I saw an illustration today that punched me in the gut. I saw it right after I was lamenting the fact that here we are, here I am, in the same place, doing the same things, day after day. Never moving forward, stuck. And then this reminder that where we are and where we want to be aren’t always far apart.
I will admit that it is difficult to be a person convicted of my rightful place in my home but bubbling over with dreams and goals. Do I lay those things down for good? For five years? Ten? When I will likely have babies or small children in my home for twenty more years? Even now, I took advantage of relative quiet and a burst of inspiration to write and was immediately accosted by a four year old asking for an apple and a show on the computer that I’m using. I want to be this but I need to be that. So what do I do with my time instead? I waste it. I freely admit that. I feel like I’m just supervising children all day and constantly being interrupted every time I try to do something of any importance so I fiddle around scrolling Facebook and lately, playing games on my phone or the computer. If you can’t beat ’em, join ’em.
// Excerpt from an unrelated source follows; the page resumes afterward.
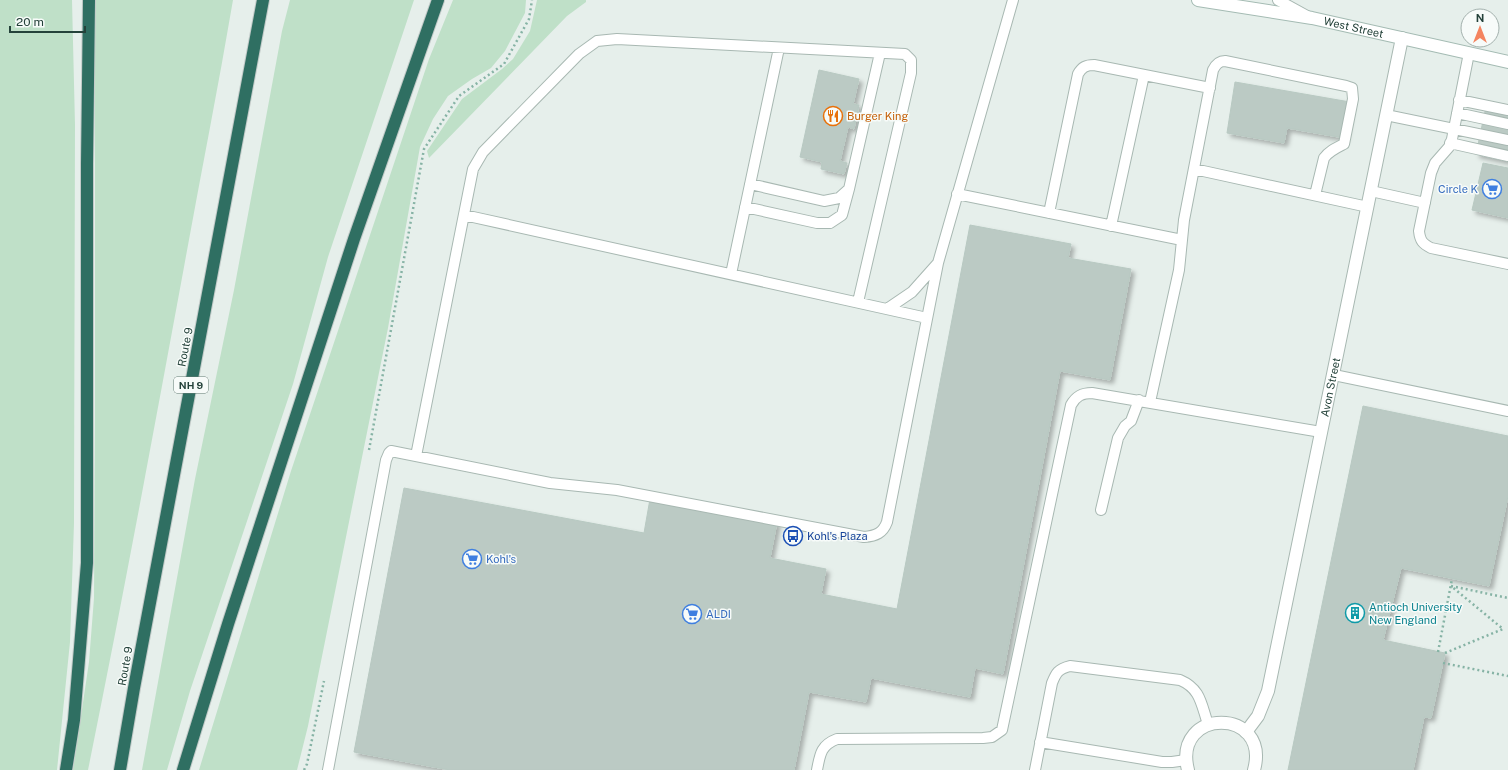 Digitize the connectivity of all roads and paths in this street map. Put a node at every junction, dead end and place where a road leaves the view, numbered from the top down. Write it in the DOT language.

But there is always this feeling that the graphic above is truth. That it really isn’t very far from where I am to where I want to be so desperately. That it has more to do with stepping outside my comfort zone than it does with my daily life and its demands. Commitment is required and commitment is uncomfortable.
At present, I am faced daily with my aching and overweight body. I want to be gentle with myself, being less than four months postpartum. I want to mend my broken body the right way, rather than rush to lose weight and not actually fix anything like I’ve done in the past. But TIME and EFFORT and so many other things prevent me from digging my heels in and striving for the balance I would have to support so delicately.
I am challenged by a writing project I started recently and dozens of others I’ve started in the past, sitting in the documents folder of my desktop, waiting for inspiration and hard work. Waiting for commitment.
Two days ago, we drove into the country to drop our two oldest kids off at camp for a weekend retreat. As we drove past cattle farms and fields dotted with new calves, I talked about how much hard work farming must be; what a different lifestyle that would be. But really, all of us could stand to live in hard work because it makes rest so much sweeter. What I’m doing every day with all this idling is not rest, even when I tell myself that it is. I have stood by and watched as people around me have found an abundance in life because they chose to work hard. The hard truth is that hard work is just outside of my comfort zone. I’ve never had to work very hard for anything, if we’re being honest.
I use my “mother of many” status to excuse my behaviour. And maybe there are some things I just cannot do at this point in my life, hard work or not. But the truth is that I’m lazy most of the time and comfortable in it. But this kind of lifestyle leads only to being stagnant and that is a special kind of discomfort, an itch that cannot be scratched by anything other than hard work and commitment.